• _TASK REQUIREMENTS_: An exact copy of every entry is needed, without any of the pictures.

-- PROVIDED MATERIAL follows --

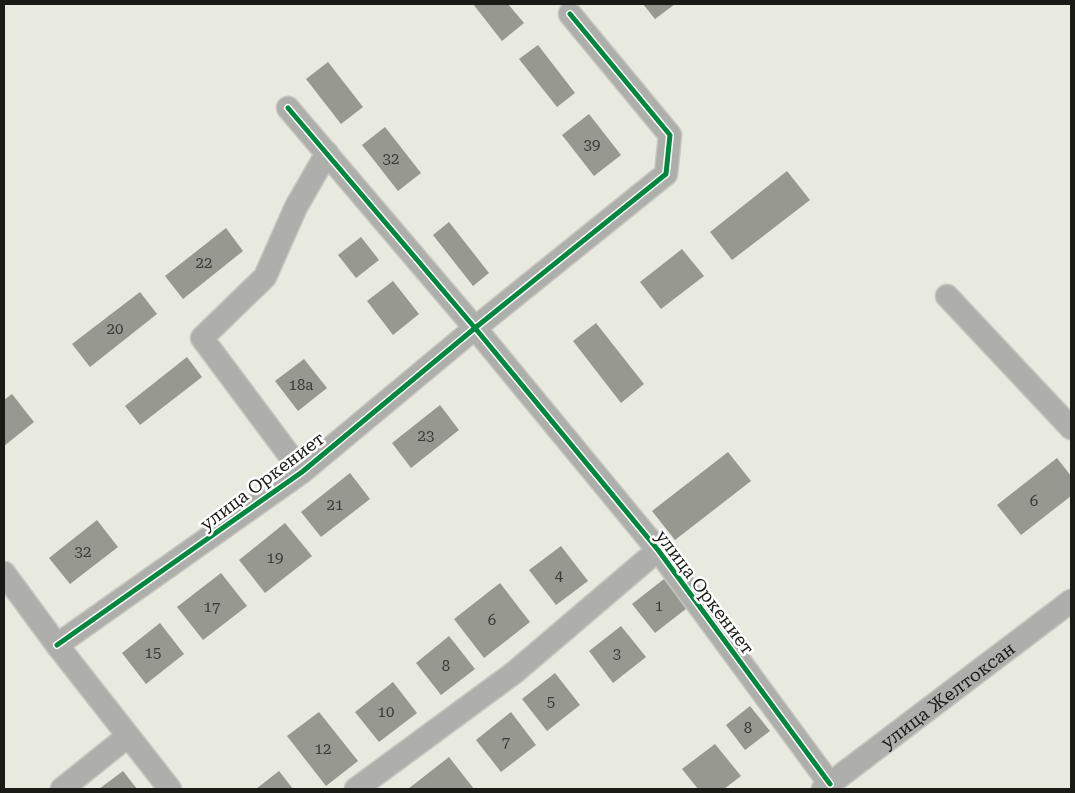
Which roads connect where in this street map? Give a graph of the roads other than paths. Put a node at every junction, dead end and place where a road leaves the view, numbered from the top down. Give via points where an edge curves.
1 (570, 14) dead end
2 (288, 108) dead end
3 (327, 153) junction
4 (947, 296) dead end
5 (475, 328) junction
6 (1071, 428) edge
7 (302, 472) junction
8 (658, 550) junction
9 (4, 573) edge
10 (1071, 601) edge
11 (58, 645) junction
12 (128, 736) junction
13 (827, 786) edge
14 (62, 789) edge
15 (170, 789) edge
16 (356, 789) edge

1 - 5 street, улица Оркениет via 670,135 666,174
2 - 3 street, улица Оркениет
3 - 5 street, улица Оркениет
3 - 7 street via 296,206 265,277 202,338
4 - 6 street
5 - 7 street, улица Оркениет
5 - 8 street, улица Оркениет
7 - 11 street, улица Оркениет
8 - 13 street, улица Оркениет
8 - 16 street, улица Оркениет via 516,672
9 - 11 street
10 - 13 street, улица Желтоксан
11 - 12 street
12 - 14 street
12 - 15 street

-- PROVIDED MATERIAL concluded --

• _ANSWER TO THIS PROBLEM_:
Which roads connect where in this street map? Give a graph of the roads other than paths. Put a node at every junction, dead end and place where a road leaves the view, numbered from the top down. Give via points where an edge curves.
1 (570, 14) dead end
2 (288, 108) dead end
3 (327, 153) junction
4 (947, 296) dead end
5 (475, 328) junction
6 (1071, 428) edge
7 (302, 472) junction
8 (658, 550) junction
9 (4, 573) edge
10 (1071, 601) edge
11 (58, 645) junction
12 (128, 736) junction
13 (827, 786) edge
14 (62, 789) edge
15 (170, 789) edge
16 (356, 789) edge

1 - 5 street, улица Оркениет via 670,135 666,174
2 - 3 street, улица Оркениет
3 - 5 street, улица Оркениет
3 - 7 street via 296,206 265,277 202,338
4 - 6 street
5 - 7 street, улица Оркениет
5 - 8 street, улица Оркениет
7 - 11 street, улица Оркениет
8 - 13 street, улица Оркениет
8 - 16 street, улица Оркениет via 516,672
9 - 11 street
10 - 13 street, улица Желтоксан
11 - 12 street
12 - 14 street
12 - 15 street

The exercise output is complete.